Surprised at Commissioner Greene’s suggestion that the army may have been guilty of torture

Dear Editor,

One can appreciate the apparent candour displayed by acting Police Commissioner, Mr Henry Greene, that his officers will “meet fire with fire” when confronted by armed criminals, because this shows that Mr Greene will not allow dangerous criminal elements to get and maintain the upper hand over the police.

In fact, in all criminal situations being dealt with by the police, the police should always have the upper hand, yet within the confines of standard operating procedures and the law.

At the same time, however, Mr Greene needs to know that a discerning public also knows that there are times when the police have violated standard operating procedures and the law, which they swore to uphold, in the execution of their duties. To gloss over this fact by simply saying police will shoot if shot at is to try and pull wool over people’s eyes, because there are people with horrific tales of being beaten and shot by cops without cops ever being shot at by victims.

That said, I still want to know why, after so many instances of dangerous crimes committed by elements toting high-powered weapons, there is a conspicuous absence of major arrests to determine their operating bases and their leaders. Almost all of the dangerous criminals with high-powered weapons have died in so-called police or Joint Services shoot-outs.

For example, we have been told of the recovery of a few of the AK-47 assault weapons pilfered from Camp Ayanganna, but just how many of those criminals carrying the weapons have been arrested and charged? Or what information was gleaned from the arrested to ascertain their modus operandi, thereby leading to the recovery of the other weapons that are still missing? Did the army contingent in the Joint Services raids and patrol actually shoot and kill those criminals purportedly carrying the AK-47s that were recovered? If so, why?

I also noted that Mr Greene vehemently denied his officers tortured the two Buxton men; instead fingering the Guyana Defence Force as being culpable. Not only is this shocking revelation itself a surprise to many, but the fact that the acting top cop could publicly lob the ball into the army’s court instead of there being a Joint Service press conference to answer questions and an announcement made acknowledging torture, with punitive actions to be taken against the officers involved, tells us something is wrong in the working relations between the army and the police.

Did the army’s operatives in the fight against crime overreach in their non-civilian roles here? Isn’t the army always supposed to play a supporting role in the police-led civilian crime fighting efforts? Is there need to review operating policy and practices guiding these police-army crime fighting patrols?

Mr Editor it is very clear, at least from the pictures I have seen and victims’ accounts read, that these men were tortured and then released without ever being charged. And based on what Mr Greene disclosed, the government owes these men a public apology and appropriate monetary compensation for what may be life-time injuries, because the torturers happen to be employed by the state.

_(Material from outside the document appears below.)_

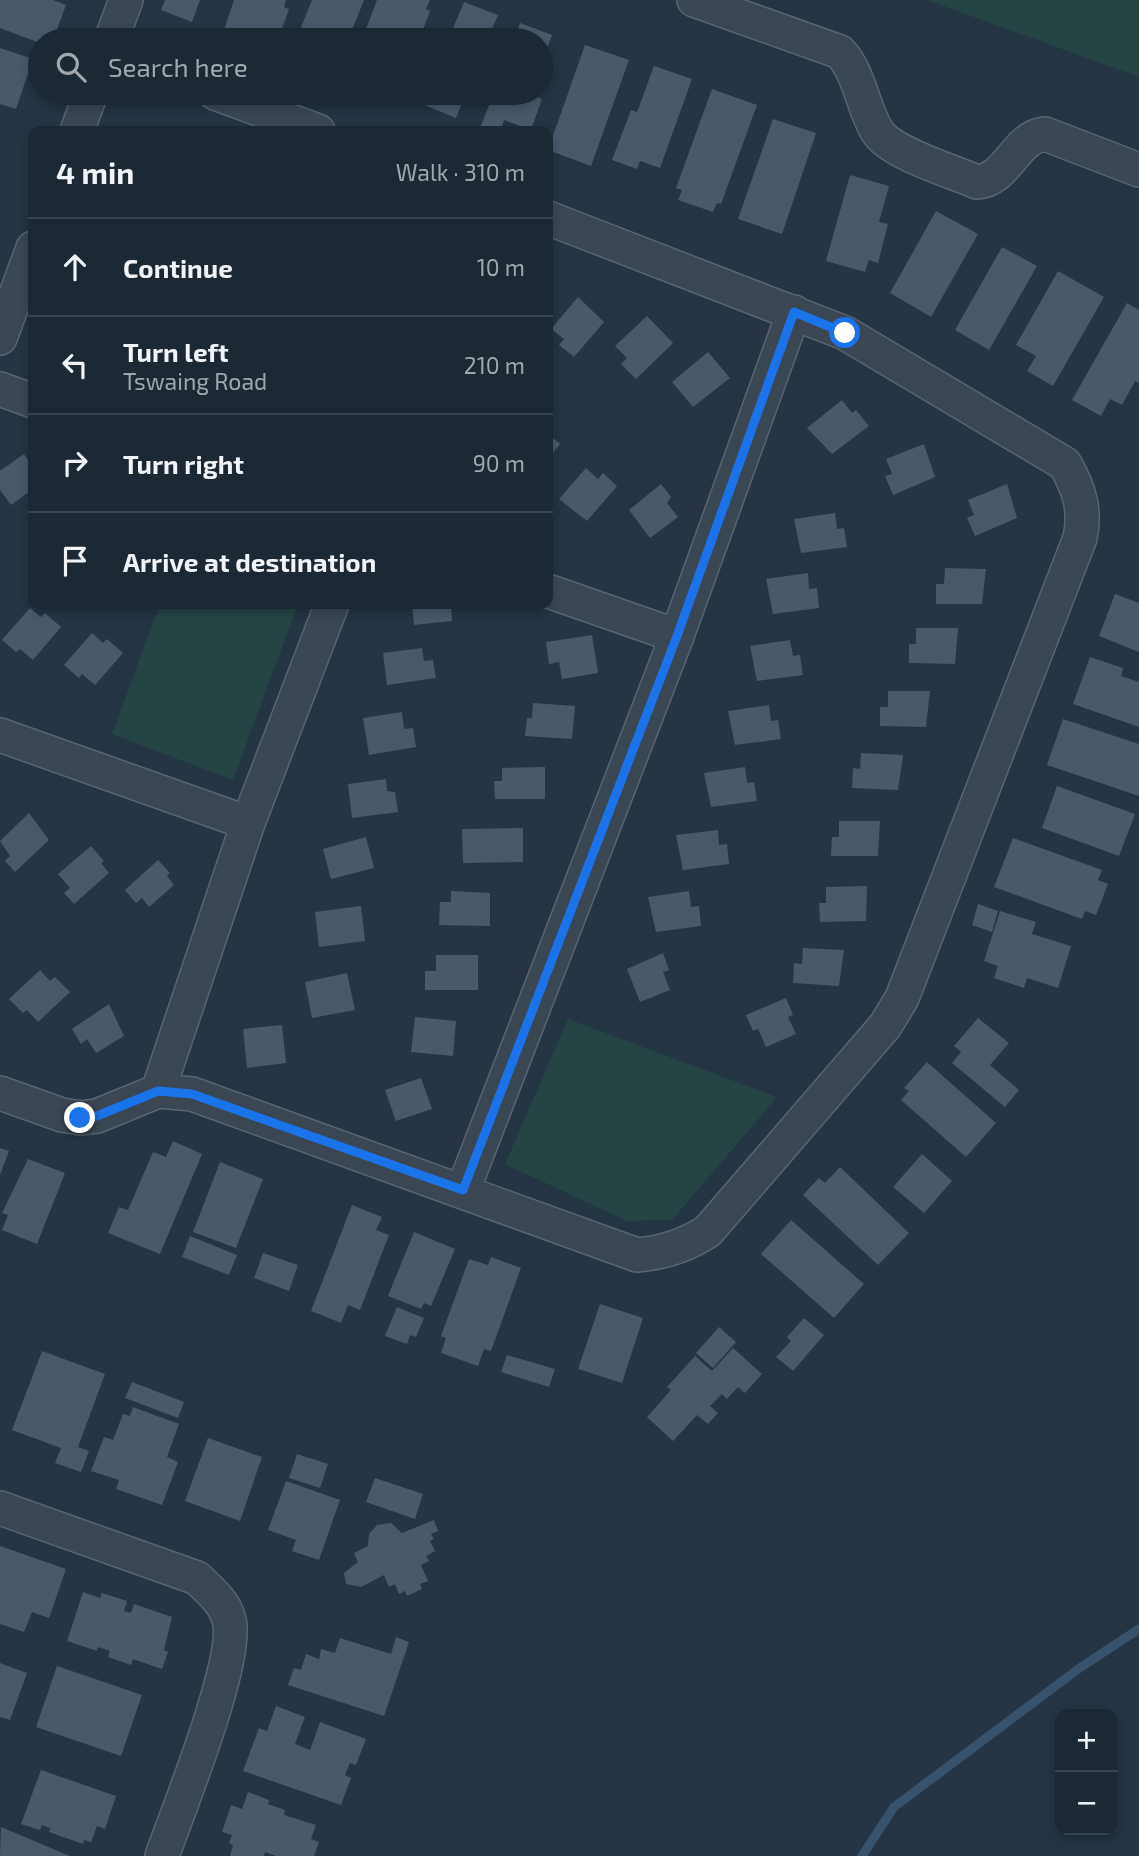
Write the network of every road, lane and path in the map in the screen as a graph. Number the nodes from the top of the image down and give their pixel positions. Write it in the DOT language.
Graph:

On a slightly separate note, I also noted that the police acknowledged that execution-style killings have dropped in Guyana since accused drug baron, Roger Khan, was arrested and now awaits trial in New York. I have recently been making the same observations in posts on the Guyana Gazette blog, and even wondered if Khan literally played gangs against gangs and then intervened in an orchestrated attempt to show he had the capability of dealing with dangerous criminals. Did he not boast of such capability?

It remains dizzying, however, that the police said they could not have arrested Khan during his narcotics dealing days in Guyana for lack of evidence, yet even though Khan and two others were arrested and charged by the police with being in possession of a cache of high-powered weapons and electronic equipment capable of intercepting phone calls, their case was dismissed in court.

How could the police, or even the government, not know who Khan was and what he was all about? Given all we are learning every day, how can it not be possible that we had or still have criminal elements in and out of government? Perhaps this explains why the police force still cannot experience long overdue reforms.